■ **What you are asked to do**:
Each line in the entries that has the word "graph" has to be copied.

#####

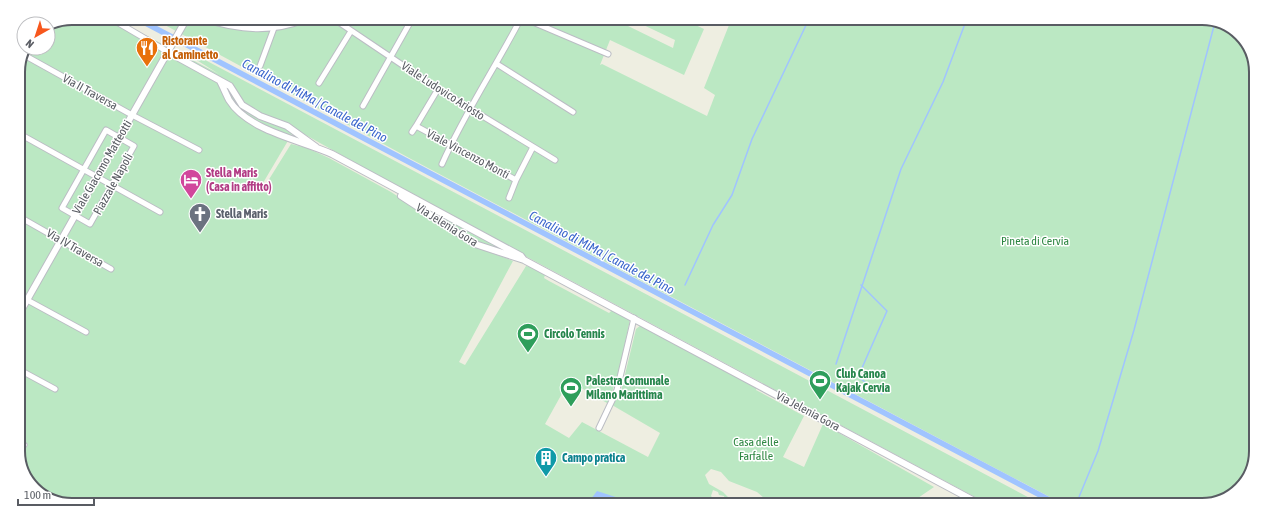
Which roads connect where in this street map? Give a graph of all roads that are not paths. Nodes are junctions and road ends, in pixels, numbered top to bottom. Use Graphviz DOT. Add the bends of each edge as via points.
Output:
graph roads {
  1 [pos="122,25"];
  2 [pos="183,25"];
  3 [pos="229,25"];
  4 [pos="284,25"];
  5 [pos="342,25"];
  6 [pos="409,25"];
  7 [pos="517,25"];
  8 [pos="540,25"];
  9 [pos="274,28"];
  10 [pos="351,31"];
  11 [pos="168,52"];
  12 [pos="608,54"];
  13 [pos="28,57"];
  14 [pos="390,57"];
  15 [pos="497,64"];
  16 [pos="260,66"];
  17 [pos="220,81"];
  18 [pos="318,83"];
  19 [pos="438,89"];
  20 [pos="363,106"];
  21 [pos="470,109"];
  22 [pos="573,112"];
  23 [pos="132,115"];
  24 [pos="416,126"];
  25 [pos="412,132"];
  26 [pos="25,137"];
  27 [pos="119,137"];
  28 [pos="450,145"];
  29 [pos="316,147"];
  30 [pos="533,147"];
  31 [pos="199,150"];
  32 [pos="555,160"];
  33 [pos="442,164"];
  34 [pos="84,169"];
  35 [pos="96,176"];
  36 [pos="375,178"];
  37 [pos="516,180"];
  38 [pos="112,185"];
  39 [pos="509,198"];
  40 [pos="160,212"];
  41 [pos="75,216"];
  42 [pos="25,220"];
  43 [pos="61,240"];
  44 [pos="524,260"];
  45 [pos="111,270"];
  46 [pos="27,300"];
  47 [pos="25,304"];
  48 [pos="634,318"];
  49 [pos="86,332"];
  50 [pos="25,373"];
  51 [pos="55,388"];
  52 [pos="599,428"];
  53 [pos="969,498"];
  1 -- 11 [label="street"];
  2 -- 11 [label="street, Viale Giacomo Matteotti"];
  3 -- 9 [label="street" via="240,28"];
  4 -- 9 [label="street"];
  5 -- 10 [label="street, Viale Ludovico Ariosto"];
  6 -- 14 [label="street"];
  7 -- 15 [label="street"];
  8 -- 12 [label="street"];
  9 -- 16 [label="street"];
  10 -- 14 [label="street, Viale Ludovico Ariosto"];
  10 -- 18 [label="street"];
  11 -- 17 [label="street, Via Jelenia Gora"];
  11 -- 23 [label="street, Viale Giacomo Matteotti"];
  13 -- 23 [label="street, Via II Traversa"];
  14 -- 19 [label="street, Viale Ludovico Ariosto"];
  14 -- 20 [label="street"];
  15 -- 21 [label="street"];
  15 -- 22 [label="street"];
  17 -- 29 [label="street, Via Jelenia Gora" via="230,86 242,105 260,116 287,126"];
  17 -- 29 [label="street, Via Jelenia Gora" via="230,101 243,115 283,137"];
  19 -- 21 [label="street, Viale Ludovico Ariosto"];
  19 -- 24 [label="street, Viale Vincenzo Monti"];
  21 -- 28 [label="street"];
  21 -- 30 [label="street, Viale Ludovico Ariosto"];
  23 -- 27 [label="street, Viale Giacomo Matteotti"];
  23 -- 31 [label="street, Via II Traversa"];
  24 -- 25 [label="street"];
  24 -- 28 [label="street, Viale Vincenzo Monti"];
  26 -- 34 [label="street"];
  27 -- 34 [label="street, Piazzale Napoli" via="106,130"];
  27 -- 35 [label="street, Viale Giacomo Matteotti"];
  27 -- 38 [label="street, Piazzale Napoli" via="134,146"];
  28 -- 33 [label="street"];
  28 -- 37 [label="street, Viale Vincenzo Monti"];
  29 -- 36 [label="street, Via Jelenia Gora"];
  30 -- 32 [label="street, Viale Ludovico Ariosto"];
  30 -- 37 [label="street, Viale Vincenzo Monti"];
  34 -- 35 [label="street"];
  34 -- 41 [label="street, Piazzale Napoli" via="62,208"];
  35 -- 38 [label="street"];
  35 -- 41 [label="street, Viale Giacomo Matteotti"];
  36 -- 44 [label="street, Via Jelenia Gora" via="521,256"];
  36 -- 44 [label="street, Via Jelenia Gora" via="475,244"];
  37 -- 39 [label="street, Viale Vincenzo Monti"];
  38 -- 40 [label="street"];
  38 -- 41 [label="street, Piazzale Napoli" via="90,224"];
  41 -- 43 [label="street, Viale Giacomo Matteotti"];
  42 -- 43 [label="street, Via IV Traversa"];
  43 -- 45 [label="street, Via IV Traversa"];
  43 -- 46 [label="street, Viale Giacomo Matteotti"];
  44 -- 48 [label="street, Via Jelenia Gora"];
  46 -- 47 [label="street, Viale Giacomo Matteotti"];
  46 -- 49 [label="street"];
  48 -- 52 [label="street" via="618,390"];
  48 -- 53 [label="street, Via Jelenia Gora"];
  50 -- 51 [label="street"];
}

#####

■ **Solution**:
Which roads connect where in this street map? Give a graph of all roads that are not paths. Nodes are junctions and road ends, in pixels, numbered top to bottom. Use Graphviz DOT. Add the bends of each edge as via points.
graph roads {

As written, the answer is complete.